"Clara et la Pénombre", ou le corps devenu Objet au nom de l'Art

Le corps a toujours été présent dans l’Art. Réflexion incontournable revenant inévitablement chez les artistes, il a traversé l'histoire de l'art qui regorge d’œuvres à son sujet, dans toutes les positions, dans toutes les caractérisations, et tous les modes. La question du corps a été posée par toutes les époques artistiques, en se voulant d'abord comme objet de représentation, sujet de l’œuvre, puis à partir des années soixante, support de revendication, outil de communication, matériau de création et de destruction, moyen de provocation au service de la liberté d’expression. Il devient support, dans le body painting par exemple, ou encore outil, comme dans l’œuvre de Yves Klein, Anthropométrie, dans laquelle le corps devient un pinceau. Certains artistes vont même jusqu’à tester leurs limites en martyrisant, en brutalisant leur corps, en s’infligeant des pratiques considérées comme "choquantes" où le corps éprouve des sensations tant positives que négatives. Très souvent provocantes, parfois repoussantes, parfois attirantes, ces démarches artistiques apportent au corps une nouvelle dimension. À la fois support, outil, médium de revendication, matériau de création et de destruction, le corps humain est un élément non négligeable dans l’art contemporain.

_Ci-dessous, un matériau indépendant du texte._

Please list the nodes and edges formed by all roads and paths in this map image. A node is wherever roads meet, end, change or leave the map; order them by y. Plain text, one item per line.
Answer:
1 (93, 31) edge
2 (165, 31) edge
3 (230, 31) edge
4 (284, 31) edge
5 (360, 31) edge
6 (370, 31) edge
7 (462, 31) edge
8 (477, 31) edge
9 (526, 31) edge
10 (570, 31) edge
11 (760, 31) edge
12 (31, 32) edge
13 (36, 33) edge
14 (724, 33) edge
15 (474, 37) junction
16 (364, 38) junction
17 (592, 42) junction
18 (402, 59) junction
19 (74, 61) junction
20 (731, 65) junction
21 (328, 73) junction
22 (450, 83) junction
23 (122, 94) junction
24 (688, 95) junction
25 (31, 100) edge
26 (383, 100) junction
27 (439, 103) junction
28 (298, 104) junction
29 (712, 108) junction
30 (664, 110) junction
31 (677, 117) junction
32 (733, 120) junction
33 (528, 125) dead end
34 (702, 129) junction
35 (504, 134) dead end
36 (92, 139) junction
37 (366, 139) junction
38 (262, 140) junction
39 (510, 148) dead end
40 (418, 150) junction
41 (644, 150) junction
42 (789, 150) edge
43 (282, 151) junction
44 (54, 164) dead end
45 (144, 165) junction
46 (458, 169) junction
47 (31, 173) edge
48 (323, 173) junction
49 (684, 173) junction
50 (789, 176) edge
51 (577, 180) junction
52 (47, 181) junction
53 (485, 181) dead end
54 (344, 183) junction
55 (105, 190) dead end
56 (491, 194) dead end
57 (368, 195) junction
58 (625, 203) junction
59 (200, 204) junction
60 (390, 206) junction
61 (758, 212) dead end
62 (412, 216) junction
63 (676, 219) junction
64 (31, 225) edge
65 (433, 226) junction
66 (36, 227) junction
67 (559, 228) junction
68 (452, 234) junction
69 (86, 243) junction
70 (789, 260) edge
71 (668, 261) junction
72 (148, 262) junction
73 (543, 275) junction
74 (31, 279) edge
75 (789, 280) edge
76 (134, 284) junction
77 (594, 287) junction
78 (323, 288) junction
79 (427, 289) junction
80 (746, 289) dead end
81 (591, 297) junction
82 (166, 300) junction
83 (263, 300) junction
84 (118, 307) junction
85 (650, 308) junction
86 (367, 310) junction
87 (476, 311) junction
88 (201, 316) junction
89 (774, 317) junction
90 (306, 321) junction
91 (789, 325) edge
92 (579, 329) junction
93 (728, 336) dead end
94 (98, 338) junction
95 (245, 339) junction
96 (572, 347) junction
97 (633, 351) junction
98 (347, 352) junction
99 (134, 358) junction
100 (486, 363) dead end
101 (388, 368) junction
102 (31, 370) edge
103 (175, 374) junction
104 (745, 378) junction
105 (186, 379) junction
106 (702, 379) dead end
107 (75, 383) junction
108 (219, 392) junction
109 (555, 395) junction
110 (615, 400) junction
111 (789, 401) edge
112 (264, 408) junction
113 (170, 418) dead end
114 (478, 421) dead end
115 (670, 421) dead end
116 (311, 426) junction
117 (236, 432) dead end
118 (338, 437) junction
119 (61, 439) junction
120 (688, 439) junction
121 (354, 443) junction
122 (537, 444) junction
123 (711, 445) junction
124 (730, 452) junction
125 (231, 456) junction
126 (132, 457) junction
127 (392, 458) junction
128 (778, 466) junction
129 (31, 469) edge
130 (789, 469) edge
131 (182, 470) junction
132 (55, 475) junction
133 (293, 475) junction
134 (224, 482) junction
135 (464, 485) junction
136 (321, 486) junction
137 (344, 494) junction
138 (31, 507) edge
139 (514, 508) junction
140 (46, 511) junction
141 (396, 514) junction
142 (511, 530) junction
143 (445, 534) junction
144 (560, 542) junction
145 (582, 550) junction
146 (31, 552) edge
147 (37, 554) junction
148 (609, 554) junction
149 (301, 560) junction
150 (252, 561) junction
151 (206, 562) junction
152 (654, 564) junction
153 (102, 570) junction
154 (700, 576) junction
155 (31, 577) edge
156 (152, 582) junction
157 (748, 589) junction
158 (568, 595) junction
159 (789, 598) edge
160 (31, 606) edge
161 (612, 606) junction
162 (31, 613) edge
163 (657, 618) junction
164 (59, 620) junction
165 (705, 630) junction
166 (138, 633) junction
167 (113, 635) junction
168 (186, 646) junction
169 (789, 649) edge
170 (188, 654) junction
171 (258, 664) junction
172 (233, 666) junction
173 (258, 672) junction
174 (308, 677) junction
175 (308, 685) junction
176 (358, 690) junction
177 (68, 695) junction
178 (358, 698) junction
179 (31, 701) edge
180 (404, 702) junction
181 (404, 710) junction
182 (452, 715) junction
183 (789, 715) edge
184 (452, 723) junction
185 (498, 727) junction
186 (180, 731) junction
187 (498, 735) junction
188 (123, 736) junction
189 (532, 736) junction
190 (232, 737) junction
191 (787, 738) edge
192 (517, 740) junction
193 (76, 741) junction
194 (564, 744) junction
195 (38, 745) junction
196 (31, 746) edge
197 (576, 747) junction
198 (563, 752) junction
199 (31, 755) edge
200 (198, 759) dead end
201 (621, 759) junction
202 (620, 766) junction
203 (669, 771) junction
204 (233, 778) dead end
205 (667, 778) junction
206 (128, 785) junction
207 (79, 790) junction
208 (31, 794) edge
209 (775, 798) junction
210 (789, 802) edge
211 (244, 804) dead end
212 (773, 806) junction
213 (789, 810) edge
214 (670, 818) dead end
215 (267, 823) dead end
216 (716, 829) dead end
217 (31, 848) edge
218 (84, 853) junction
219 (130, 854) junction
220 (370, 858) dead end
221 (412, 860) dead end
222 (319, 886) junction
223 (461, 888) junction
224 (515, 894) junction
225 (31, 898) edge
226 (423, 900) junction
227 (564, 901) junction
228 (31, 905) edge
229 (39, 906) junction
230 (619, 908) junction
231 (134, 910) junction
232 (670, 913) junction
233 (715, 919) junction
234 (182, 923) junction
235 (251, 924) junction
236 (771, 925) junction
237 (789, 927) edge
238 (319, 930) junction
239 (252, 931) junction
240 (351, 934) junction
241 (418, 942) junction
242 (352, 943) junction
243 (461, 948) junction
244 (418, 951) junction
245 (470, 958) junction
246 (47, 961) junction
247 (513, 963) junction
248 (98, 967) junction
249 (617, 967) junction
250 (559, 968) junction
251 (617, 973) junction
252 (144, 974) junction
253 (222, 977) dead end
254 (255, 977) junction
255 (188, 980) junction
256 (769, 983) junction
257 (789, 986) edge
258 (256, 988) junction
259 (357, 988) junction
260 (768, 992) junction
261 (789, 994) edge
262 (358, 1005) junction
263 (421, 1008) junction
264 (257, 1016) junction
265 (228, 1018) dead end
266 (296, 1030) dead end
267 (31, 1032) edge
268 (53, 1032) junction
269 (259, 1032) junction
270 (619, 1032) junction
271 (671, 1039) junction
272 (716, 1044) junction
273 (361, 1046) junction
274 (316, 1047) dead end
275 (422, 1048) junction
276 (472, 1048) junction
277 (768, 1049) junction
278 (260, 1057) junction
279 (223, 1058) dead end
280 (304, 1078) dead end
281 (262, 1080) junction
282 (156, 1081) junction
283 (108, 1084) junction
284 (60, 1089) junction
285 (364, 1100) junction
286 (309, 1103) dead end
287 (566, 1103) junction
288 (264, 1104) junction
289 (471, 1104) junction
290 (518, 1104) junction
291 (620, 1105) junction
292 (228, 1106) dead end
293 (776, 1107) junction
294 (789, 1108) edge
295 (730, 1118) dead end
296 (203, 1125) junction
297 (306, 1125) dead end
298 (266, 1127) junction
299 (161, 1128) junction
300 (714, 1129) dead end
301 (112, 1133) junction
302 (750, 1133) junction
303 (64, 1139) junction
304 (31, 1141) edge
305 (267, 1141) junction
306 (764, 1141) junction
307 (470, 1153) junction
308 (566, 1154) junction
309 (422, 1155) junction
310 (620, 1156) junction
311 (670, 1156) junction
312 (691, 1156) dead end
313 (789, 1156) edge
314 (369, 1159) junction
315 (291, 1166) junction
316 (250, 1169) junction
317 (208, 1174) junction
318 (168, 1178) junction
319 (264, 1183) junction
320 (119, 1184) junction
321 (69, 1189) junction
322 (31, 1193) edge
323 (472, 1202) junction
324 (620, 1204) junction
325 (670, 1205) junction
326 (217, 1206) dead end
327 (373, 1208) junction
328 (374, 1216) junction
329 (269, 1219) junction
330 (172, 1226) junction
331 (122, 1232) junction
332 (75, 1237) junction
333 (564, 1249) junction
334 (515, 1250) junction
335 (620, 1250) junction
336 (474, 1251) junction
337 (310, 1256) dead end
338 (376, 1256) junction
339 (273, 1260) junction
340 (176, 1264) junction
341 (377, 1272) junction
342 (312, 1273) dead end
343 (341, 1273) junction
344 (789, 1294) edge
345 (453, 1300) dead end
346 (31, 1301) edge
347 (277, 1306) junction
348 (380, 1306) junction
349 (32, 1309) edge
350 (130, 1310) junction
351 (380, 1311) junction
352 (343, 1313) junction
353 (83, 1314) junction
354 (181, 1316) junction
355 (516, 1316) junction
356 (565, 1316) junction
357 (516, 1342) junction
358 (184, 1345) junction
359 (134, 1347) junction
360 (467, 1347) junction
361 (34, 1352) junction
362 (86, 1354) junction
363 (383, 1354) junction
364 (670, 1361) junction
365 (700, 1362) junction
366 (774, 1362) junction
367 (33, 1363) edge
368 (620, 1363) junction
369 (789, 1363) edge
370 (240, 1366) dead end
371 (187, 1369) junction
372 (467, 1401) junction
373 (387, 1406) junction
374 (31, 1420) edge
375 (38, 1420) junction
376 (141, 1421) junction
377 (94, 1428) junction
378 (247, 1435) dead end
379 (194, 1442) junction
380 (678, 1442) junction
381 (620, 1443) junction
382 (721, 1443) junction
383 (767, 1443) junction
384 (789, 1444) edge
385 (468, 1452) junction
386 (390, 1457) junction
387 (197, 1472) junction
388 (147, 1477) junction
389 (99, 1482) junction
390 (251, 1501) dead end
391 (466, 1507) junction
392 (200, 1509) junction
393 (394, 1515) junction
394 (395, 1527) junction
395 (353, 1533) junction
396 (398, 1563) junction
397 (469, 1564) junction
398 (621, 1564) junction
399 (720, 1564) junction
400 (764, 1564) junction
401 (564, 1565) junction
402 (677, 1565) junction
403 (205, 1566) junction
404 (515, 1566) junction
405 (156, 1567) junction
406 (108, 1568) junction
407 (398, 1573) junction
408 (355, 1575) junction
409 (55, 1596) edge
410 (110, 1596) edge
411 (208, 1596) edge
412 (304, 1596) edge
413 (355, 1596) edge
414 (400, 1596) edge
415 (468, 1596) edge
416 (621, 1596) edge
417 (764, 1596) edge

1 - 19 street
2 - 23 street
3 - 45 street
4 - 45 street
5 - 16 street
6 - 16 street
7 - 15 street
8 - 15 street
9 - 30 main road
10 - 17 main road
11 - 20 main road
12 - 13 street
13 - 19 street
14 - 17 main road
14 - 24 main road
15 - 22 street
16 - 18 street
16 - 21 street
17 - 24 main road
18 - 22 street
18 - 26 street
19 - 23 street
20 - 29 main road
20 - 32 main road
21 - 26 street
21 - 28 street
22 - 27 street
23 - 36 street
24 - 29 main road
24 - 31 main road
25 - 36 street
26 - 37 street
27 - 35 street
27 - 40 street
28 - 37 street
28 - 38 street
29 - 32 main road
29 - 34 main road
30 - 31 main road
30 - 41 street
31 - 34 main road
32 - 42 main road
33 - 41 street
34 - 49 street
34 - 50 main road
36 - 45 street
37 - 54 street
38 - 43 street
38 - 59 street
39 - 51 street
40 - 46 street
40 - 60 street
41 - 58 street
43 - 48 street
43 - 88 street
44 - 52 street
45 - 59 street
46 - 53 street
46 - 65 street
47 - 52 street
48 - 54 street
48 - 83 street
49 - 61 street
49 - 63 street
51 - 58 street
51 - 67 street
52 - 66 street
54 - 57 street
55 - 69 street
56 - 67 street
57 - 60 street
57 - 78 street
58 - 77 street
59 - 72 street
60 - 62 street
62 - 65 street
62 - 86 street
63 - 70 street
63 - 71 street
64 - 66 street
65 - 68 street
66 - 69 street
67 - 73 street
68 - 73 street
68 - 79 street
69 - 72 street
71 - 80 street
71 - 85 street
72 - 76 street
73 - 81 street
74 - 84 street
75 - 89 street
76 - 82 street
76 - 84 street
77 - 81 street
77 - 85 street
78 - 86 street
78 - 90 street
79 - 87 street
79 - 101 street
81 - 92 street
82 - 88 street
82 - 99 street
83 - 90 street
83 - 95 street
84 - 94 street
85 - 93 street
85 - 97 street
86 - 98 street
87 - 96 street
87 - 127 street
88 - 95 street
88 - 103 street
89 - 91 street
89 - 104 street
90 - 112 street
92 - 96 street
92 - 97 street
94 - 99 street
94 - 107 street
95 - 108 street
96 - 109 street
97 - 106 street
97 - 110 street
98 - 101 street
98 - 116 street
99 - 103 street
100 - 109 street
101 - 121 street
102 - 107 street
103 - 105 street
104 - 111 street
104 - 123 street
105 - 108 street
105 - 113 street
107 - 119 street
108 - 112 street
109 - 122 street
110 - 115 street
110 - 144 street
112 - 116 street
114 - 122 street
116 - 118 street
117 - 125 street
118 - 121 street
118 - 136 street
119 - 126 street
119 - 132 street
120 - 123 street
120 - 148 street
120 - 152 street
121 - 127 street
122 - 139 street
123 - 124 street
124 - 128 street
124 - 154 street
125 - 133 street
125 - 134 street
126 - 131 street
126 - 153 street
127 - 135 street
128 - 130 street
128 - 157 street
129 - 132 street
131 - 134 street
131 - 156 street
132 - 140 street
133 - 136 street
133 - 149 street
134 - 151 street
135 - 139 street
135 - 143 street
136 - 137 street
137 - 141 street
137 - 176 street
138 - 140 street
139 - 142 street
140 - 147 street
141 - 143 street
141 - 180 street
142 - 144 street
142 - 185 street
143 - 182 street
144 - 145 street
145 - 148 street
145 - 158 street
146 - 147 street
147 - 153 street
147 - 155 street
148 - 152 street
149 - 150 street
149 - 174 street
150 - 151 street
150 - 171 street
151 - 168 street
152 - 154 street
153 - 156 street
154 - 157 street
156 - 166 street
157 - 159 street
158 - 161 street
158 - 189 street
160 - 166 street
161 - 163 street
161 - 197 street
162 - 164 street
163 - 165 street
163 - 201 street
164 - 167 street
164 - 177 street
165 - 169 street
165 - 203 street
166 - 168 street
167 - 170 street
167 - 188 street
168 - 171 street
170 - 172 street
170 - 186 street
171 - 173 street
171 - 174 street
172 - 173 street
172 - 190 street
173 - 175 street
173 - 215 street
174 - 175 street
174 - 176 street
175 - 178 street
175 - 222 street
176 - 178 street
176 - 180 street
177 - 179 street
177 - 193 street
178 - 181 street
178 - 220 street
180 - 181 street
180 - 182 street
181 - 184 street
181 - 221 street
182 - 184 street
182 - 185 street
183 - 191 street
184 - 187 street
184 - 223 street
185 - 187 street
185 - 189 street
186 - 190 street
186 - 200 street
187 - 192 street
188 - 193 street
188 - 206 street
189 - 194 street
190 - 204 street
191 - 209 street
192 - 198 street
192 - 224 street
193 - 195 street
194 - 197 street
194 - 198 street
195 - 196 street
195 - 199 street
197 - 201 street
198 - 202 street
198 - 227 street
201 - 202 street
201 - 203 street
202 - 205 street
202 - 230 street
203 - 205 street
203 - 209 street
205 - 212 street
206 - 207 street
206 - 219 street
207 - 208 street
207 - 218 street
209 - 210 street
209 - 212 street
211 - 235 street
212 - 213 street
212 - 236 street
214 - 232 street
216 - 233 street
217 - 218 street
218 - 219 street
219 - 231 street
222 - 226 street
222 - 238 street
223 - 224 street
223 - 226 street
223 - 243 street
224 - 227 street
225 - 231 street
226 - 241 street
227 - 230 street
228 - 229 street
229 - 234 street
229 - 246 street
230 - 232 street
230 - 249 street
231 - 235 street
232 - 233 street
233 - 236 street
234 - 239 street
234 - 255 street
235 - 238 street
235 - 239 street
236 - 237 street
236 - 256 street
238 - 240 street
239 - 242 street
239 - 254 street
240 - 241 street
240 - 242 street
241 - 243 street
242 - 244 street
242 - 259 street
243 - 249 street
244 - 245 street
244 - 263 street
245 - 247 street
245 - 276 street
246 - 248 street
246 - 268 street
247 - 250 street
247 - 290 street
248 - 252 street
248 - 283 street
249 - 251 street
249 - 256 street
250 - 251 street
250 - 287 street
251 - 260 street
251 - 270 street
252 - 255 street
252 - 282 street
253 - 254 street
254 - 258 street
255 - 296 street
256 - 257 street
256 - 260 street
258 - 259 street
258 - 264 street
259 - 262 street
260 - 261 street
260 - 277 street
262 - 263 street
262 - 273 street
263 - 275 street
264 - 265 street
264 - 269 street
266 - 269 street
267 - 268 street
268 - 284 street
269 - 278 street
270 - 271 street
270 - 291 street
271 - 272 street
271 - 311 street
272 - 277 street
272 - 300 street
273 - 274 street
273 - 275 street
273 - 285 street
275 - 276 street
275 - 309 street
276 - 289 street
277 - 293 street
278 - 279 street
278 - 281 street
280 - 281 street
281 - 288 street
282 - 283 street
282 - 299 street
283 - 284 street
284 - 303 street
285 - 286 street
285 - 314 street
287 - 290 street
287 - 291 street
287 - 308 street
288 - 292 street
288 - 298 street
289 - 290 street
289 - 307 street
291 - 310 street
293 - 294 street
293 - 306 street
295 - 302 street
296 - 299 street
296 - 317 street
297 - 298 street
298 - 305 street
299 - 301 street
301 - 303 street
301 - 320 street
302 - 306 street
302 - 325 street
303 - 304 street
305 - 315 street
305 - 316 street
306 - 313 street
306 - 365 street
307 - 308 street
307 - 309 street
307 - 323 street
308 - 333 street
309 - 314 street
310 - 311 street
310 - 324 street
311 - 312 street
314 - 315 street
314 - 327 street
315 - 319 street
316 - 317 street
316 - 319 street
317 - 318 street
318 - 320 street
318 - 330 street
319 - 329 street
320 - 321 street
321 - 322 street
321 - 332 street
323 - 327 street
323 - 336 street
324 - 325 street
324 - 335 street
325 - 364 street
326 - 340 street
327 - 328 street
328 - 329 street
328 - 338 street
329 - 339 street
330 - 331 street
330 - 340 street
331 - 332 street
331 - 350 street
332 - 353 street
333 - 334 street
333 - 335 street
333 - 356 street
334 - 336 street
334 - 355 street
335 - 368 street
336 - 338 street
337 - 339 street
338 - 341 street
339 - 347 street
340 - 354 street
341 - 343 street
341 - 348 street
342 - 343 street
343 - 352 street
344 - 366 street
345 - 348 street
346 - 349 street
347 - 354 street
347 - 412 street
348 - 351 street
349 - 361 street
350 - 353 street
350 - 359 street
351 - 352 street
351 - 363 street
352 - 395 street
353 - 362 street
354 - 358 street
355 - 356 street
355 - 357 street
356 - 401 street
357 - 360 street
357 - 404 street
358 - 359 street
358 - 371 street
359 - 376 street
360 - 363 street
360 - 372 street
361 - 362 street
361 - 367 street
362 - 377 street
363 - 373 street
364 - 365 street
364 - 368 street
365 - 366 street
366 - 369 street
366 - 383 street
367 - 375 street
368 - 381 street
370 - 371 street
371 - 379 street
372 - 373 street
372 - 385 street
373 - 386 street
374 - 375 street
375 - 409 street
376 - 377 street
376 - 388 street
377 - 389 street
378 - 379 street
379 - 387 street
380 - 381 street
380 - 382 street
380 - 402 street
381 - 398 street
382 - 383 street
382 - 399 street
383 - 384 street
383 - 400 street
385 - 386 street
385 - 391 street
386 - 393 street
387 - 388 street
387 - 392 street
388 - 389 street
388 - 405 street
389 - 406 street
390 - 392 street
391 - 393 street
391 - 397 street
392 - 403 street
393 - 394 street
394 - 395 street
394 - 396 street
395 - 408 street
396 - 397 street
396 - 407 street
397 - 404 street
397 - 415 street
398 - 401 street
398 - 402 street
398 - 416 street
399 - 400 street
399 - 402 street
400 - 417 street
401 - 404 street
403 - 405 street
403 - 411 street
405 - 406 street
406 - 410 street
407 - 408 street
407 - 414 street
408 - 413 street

Il y a quelques temps déjà, le hasard de la vie m'a poussé vers "Clara et la Pénombre', un roman écrit par José-Carlos Somoza en 2004. Cette histoire évoque un futur plus ou moins proche, dans lequel les toiles et les objets sont devenus des modèles humains, des supports que l'on apprête, que l'on torture parfois, pour les mettre en condition et leur permettre d'exprimer les perversions et fantasmes des maîtres du genre, dont le ténébreux Bruno Van Tysch. Le rêve de Clara, l’héroïne du roman : devenir une toile et être signée, tatouée par le Maître Van Tysch lui-même. Donner son corps en entier à l'art. Fusionner avec lui.

"Mais ce sont des personnes, April! Les copies sont des personnes, tout comme le tableau original!

– Mais elles ne valent rien par rapport à l'art.

– L'art ne signifie rien devant les personnes April!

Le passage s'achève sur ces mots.